■ Exercise directions
Only the lines from the one with "middle pip: (76, 54)" to the end of the records are wanted, each repeated exactly, both ends included.

■ Per-instance keypoint data
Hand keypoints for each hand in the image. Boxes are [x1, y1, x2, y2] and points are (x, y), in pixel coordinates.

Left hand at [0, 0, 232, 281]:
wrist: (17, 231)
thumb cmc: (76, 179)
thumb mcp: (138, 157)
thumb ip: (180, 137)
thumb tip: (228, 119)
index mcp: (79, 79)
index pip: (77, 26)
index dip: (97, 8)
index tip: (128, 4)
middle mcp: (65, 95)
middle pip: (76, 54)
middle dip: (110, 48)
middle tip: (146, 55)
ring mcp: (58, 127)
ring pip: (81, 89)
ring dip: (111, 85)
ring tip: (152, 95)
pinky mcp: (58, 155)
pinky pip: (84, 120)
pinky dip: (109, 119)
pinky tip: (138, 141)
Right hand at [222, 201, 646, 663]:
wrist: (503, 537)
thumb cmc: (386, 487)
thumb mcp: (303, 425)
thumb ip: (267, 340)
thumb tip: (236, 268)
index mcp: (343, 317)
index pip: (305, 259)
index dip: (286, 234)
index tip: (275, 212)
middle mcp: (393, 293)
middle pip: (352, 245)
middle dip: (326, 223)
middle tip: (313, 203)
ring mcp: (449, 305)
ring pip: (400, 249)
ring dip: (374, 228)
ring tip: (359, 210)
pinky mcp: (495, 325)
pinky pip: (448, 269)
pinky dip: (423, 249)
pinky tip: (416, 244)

■ Solution to this exercise
middle pip: (76, 54)
middle dip: (110, 48)
middle tip: (146, 55)
ring mcp: (58, 127)
ring pip: (81, 89)
ring dip: (111, 85)
ring tip: (152, 95)
pinky mcp: (58, 155)
pinky pip: (84, 120)
pinky dip: (109, 119)
pinky tip: (138, 141)
Right hand at [222, 201, 646, 663]:
wrist: (503, 537)
thumb cmc: (386, 487)
thumb mcp: (303, 425)
thumb ip: (267, 340)
thumb tip: (236, 268)
index mcp: (343, 317)
index pip: (305, 259)
index dip: (286, 234)
index tip: (275, 212)
middle mcp: (393, 293)
middle pip: (352, 245)
middle dip: (326, 223)
middle tip: (313, 203)
ring mcp: (449, 305)
ring pip: (400, 249)
ring dip: (374, 228)
ring tip: (359, 210)
pinky mcp: (495, 325)
pinky pip: (448, 269)
pinky dip: (423, 249)
pinky tip: (416, 244)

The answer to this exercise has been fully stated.